Common file operations change file metadata, which results in the deletion of the current S3 object and the creation of a new S3 object. The following table shows example file operations and the impact on S3 objects.
File operation | S3 object impact | Storage class implication |
---|---|---|
Rename file |
Replaces existing S3 object and creates a new S3 object for each file |
Early deletion fees and retrieval fees may apply |
Rename folder |
Replaces all existing S3 objects and creates new S3 objects for each folder and files in the folder structure |
Early deletion fees and retrieval fees may apply |
Change file/folder permissions |
Replaces existing S3 object and creates a new S3 object for each file or folder |
Early deletion fees and retrieval fees may apply |
Change file/folder ownership |
Replaces existing S3 object and creates a new S3 object for each file or folder |
Early deletion fees and retrieval fees may apply |
Append to a file |
Replaces existing S3 object and creates a new S3 object for each file |
Early deletion fees and retrieval fees may apply |
When a file is written to the S3 File Gateway by an NFS or SMB client, the File Gateway uploads the file's data to Amazon S3 followed by its metadata, (ownerships, timestamps, etc.). Uploading the file data creates an S3 object, and uploading the metadata for the file updates the metadata for the S3 object. This process creates another version of the object, resulting in two versions of an object. If S3 Versioning is turned on, both versions will be stored.
When a file is modified in the S3 File Gateway by an NFS or SMB client after it has been uploaded to Amazon S3, the S3 File Gateway uploads the new or modified data instead of uploading the whole file. The file modification results in a new version of the S3 object being created.
When the S3 File Gateway uploads larger files, it might need to upload smaller chunks of the file before the client is done writing to the S3 File Gateway. Some reasons for this include freeing up cache space or a high rate of writes to a file share.
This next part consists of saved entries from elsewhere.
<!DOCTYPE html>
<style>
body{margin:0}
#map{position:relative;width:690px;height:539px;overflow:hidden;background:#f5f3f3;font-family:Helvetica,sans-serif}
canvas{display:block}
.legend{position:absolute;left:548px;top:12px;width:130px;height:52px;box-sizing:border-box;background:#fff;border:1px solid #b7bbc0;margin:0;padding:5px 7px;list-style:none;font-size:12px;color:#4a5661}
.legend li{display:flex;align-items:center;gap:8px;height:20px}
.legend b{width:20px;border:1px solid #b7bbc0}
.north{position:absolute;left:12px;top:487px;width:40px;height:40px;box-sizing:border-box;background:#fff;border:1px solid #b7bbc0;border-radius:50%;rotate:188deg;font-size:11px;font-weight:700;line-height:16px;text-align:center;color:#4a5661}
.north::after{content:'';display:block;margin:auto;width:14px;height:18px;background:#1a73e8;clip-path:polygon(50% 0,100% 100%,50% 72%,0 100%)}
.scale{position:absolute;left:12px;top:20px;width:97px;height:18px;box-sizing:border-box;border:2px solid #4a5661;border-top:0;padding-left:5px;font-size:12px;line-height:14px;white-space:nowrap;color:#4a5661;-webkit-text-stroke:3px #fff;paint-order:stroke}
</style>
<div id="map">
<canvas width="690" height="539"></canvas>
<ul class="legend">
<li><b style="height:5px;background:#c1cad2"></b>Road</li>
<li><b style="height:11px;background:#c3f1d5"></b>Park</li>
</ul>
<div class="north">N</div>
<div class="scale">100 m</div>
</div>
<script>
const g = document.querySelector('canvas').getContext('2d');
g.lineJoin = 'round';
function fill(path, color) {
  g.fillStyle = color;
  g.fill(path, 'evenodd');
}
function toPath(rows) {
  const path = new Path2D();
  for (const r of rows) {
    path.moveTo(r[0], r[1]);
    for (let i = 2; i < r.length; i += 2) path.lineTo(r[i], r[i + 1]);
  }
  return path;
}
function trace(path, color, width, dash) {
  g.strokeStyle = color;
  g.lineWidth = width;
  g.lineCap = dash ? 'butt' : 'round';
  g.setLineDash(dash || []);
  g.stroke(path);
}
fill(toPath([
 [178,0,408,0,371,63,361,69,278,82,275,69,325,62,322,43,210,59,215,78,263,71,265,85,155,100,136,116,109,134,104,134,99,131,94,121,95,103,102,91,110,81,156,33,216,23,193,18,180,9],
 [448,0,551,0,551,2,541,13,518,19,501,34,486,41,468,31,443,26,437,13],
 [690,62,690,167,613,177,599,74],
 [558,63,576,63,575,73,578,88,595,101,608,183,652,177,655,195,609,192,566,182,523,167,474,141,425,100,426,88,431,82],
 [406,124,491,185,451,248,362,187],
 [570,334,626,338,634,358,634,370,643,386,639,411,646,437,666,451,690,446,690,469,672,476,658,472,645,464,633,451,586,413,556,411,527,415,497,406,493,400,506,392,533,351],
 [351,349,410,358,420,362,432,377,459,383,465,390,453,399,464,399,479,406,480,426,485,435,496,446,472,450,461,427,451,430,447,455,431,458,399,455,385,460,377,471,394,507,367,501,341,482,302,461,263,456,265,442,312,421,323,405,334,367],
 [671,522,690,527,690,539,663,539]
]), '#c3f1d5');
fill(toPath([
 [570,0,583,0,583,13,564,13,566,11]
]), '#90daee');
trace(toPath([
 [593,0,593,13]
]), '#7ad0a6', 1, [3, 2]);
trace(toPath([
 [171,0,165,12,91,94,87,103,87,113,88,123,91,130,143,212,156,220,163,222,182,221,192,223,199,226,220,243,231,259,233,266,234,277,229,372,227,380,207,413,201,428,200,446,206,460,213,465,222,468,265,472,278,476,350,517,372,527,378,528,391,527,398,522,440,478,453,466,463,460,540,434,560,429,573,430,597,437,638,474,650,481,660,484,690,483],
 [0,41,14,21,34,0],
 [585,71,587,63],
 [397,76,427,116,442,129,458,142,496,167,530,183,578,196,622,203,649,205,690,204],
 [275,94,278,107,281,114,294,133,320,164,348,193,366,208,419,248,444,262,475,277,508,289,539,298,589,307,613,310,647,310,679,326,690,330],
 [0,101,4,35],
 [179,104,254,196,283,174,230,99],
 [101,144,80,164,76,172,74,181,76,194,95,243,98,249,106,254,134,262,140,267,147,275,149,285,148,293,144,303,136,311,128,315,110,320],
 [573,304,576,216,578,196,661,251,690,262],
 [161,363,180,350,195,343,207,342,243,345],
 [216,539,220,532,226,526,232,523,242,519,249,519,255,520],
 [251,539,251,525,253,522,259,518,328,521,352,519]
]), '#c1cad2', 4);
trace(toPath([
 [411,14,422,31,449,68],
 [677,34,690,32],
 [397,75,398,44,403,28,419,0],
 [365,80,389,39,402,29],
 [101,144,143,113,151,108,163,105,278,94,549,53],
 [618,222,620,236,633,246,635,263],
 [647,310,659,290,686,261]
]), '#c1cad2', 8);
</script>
This can result in multiple versions of an object in the S3 bucket.
You should monitor your S3 bucket to determine how many versions of an object exist before setting up lifecycle policies to move objects to different storage classes. You should configure lifecycle expiration for previous versions to minimize the number of versions you have for an object in your S3 bucket. The use of Same-Region replication (SRR) or Cross-Region replication (CRR) between S3 buckets will increase the storage used.